Ensuite, tant les catholiques romains que les réformés bénéficient d’un avantage important : un réseau de paroisses et d’institutions à travers le pays. Certes, tout cela peut être, à certains égards, un avantage mitigé, en raison de tous les coûts que ces infrastructures entraînent : mais ce serait une autre affaire de devoir les créer à partir de rien. Il est vrai qu’il est difficile de maintenir aujourd’hui l’intégralité de ce maillage territorial, avec des églises aux rangs parfois très clairsemés ; en même temps, les groupes religieux seront bien avisés de réfléchir à deux fois avant de fusionner et centraliser les paroisses, car il ne faut pas sous-estimer les attachements locaux, surtout pour les personnes moins pratiquantes, même dans des contextes de forte mobilité et de tendance à fréquenter des paroisses d’élection.

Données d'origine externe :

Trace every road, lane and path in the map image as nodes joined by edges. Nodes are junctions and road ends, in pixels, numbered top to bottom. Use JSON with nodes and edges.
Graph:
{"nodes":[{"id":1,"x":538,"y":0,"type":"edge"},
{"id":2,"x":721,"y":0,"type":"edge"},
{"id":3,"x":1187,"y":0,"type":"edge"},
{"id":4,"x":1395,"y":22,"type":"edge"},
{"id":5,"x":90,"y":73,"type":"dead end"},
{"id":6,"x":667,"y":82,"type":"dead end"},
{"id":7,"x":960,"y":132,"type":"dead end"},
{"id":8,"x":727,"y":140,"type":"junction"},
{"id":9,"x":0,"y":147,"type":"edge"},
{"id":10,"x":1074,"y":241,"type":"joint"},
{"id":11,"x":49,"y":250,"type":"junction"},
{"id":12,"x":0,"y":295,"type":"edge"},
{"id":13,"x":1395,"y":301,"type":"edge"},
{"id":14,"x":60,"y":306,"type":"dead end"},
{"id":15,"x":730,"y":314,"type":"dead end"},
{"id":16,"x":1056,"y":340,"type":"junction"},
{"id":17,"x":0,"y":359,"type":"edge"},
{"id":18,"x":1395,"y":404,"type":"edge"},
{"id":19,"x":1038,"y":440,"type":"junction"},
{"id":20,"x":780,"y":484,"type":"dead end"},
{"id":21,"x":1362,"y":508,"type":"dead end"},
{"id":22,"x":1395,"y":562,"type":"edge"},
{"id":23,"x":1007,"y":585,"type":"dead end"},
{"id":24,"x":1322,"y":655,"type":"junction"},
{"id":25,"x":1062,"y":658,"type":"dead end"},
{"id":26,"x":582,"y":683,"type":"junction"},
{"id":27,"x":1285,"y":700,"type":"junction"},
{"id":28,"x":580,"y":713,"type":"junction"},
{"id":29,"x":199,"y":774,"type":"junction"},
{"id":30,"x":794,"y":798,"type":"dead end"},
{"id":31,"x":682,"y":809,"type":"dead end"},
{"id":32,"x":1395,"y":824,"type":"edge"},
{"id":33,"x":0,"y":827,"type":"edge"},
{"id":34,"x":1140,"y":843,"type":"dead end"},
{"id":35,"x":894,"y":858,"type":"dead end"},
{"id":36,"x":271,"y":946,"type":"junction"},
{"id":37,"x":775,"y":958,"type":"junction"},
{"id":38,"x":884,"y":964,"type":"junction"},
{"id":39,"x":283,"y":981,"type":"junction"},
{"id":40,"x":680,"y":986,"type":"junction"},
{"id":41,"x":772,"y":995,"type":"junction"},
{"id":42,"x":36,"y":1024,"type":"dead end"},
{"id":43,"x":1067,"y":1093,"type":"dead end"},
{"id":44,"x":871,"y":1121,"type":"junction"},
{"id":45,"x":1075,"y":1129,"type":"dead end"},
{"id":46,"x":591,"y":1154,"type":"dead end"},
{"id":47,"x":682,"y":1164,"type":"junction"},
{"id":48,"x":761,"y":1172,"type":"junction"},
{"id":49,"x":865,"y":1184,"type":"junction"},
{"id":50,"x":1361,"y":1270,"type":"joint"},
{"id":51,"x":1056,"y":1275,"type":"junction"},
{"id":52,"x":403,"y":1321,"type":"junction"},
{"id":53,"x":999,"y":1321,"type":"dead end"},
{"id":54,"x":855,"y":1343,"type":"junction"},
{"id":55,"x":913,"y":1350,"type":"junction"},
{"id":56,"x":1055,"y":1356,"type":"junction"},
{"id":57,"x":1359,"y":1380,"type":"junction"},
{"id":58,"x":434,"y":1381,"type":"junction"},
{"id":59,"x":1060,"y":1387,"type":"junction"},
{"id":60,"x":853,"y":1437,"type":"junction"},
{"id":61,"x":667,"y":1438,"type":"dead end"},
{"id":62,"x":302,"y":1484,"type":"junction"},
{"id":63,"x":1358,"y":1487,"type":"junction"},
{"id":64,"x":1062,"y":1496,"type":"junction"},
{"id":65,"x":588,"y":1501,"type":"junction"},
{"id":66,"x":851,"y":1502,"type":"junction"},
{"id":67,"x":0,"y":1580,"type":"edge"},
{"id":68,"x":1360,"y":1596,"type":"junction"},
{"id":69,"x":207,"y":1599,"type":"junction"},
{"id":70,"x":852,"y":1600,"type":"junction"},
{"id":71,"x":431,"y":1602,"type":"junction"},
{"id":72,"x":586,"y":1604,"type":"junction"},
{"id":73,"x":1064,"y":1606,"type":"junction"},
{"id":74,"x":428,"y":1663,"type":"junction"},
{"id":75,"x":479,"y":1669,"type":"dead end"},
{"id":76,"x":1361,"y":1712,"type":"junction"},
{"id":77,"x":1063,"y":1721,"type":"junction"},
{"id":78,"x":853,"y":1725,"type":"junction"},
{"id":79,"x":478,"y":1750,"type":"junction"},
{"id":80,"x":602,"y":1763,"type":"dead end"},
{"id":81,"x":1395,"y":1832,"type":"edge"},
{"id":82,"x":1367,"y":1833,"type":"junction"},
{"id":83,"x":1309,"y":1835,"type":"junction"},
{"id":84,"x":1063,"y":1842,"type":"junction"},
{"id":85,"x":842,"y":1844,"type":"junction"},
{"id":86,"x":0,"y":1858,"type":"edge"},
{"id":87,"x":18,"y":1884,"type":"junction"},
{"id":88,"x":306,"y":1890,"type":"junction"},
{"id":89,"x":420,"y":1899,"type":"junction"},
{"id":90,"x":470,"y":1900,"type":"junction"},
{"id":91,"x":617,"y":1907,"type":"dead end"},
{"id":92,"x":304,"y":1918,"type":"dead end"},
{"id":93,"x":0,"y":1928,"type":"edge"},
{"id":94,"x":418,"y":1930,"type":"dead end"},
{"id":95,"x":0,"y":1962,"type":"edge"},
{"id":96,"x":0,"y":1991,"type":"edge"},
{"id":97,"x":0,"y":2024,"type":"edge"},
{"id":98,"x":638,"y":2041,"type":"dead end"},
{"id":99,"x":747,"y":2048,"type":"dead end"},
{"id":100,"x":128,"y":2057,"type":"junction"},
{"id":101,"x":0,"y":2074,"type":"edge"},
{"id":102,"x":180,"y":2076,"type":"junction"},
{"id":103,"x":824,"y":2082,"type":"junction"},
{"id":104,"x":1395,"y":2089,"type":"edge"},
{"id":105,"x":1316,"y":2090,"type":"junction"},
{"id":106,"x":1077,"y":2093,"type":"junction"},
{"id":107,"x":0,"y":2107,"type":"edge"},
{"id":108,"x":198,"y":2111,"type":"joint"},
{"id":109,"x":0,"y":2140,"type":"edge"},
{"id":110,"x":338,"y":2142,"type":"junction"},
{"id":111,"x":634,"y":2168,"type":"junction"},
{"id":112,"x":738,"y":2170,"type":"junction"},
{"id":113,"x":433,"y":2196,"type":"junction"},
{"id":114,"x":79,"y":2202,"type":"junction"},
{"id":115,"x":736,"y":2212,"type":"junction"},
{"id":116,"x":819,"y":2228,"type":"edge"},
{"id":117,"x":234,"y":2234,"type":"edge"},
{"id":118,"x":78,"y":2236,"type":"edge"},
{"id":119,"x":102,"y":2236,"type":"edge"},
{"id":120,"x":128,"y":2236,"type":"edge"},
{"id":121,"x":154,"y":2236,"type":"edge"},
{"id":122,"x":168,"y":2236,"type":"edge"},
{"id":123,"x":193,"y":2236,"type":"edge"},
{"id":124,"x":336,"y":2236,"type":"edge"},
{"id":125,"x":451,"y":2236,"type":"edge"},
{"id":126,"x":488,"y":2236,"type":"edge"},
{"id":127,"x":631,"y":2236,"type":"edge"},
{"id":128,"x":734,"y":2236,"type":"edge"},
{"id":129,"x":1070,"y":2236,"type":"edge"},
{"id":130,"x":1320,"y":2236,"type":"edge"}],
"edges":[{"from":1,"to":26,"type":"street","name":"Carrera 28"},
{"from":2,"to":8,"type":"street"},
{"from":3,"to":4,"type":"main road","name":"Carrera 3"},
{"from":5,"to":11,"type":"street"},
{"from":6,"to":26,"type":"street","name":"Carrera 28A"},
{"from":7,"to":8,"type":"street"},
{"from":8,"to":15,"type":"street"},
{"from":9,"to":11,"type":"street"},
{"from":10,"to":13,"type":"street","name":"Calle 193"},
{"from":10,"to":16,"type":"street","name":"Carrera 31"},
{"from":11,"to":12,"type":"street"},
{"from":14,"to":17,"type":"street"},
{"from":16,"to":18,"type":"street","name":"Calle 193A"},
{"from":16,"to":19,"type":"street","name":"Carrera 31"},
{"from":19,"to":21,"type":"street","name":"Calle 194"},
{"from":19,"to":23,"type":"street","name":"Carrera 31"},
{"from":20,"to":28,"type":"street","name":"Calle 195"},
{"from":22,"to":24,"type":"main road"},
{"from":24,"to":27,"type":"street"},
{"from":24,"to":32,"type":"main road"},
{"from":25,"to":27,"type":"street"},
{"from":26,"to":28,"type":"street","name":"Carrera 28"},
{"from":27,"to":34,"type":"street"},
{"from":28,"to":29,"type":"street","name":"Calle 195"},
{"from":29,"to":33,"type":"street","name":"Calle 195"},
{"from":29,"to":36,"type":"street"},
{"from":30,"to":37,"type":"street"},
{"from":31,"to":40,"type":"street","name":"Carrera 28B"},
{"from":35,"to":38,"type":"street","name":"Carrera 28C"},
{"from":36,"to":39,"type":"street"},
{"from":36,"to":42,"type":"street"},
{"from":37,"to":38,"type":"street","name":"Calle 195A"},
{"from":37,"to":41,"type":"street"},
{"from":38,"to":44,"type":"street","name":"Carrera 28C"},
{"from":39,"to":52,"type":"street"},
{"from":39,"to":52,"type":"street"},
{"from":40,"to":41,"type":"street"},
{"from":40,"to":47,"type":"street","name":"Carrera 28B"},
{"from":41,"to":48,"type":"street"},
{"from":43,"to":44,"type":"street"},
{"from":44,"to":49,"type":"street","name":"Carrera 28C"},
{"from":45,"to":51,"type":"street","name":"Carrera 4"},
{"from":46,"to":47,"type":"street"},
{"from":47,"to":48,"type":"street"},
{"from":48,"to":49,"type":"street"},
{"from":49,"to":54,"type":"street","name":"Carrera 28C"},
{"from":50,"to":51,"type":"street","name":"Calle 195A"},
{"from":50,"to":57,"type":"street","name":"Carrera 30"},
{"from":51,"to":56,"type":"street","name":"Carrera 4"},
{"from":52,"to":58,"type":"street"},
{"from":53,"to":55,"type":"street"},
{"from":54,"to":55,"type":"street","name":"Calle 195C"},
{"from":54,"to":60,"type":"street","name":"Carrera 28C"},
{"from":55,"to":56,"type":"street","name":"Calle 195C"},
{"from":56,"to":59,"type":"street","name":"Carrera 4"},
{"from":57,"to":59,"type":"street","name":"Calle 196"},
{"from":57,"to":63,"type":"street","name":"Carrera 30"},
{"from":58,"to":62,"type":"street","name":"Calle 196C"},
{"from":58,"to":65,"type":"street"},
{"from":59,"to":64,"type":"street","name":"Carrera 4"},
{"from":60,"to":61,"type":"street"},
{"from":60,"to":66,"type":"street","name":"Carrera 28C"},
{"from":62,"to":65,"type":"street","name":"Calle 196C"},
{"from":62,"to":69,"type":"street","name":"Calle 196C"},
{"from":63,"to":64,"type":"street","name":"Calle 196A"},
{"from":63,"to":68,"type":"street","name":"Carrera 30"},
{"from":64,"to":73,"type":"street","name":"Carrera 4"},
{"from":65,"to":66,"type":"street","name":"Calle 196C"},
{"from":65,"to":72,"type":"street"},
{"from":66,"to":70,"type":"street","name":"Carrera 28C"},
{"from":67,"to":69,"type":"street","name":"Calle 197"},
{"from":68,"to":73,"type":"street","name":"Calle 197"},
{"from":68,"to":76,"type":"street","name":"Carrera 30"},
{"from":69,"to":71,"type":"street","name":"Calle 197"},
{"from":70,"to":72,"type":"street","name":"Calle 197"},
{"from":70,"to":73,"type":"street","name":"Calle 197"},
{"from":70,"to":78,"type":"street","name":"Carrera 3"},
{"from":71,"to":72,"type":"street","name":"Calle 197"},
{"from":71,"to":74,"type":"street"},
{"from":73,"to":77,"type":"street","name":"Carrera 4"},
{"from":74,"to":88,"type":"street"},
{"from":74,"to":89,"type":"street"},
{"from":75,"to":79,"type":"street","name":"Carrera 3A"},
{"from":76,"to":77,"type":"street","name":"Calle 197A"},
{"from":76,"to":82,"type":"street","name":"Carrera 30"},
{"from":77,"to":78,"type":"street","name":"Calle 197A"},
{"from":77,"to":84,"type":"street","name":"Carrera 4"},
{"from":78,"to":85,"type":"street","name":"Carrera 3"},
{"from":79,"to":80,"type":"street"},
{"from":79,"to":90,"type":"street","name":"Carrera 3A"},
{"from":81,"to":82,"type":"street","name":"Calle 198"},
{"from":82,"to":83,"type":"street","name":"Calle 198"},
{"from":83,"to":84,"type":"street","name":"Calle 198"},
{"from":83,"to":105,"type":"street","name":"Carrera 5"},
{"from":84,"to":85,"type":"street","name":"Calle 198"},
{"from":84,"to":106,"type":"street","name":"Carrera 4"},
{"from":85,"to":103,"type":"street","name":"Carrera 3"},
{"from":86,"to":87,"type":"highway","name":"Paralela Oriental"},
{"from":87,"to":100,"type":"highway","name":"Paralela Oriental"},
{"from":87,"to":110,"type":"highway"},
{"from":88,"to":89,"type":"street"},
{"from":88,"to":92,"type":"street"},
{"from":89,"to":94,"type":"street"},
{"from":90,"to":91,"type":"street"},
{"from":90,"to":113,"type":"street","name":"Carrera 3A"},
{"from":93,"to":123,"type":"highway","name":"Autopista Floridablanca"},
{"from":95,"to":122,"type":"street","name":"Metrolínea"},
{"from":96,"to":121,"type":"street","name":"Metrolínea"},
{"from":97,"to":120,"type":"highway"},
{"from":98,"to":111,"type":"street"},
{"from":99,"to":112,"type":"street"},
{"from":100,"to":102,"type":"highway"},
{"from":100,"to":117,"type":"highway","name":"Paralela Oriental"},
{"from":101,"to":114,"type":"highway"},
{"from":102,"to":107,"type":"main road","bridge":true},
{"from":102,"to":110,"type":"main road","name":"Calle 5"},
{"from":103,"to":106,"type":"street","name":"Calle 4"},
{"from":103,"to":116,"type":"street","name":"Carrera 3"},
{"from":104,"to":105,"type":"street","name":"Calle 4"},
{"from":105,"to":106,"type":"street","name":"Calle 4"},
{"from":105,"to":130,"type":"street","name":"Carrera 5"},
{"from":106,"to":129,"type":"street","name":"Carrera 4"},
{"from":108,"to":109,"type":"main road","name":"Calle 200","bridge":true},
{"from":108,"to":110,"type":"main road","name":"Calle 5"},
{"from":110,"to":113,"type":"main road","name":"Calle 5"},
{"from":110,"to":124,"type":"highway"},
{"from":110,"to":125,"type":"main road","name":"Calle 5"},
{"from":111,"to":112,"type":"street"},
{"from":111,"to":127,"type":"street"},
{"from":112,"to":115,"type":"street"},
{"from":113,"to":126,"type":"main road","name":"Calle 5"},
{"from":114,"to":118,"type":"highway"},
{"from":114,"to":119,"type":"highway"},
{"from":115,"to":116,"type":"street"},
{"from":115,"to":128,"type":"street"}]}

Ce n’est pas seulement une infrastructure : c’est aussi l’appartenance à des institutions généralement respectées, associées par un nombre important de personnes à leur héritage familial et disposant de réseaux relationnels sans équivalent pour les autres confessions religieuses. Si l’heure est à la désinstitutionnalisation dans le domaine religieux, cela ne signifie pas que tout le monde tourne nécessairement et complètement le dos aux institutions dans la pratique.
Les Églises historiques conservent donc des atouts. Le défi, pour ces organisations que leur modèle appelle à rassembler large, plutôt qu’à se concentrer sur des noyaux fervents, est de trouver des voies qui répondent à des attentes multiples et contradictoires : fidèles aux convictions fortes et membres aux apparitions rares, sensibilités conservatrices et modernisatrices, appartenances culturelles ou identitaires et adhésions confessantes. Alors que l’appartenance à l’institution ne va plus de soi et ne représente plus une nécessité sociale, les Églises se trouvent tiraillées entre des inclinations divergentes. Sans oublier ces personnes qui maintiennent un lien, même ténu, et pour lesquelles l’essentiel est sans doute, plus simplement, que des Églises soient là pour des occasions particulières dans la vie des sociétés et des individus.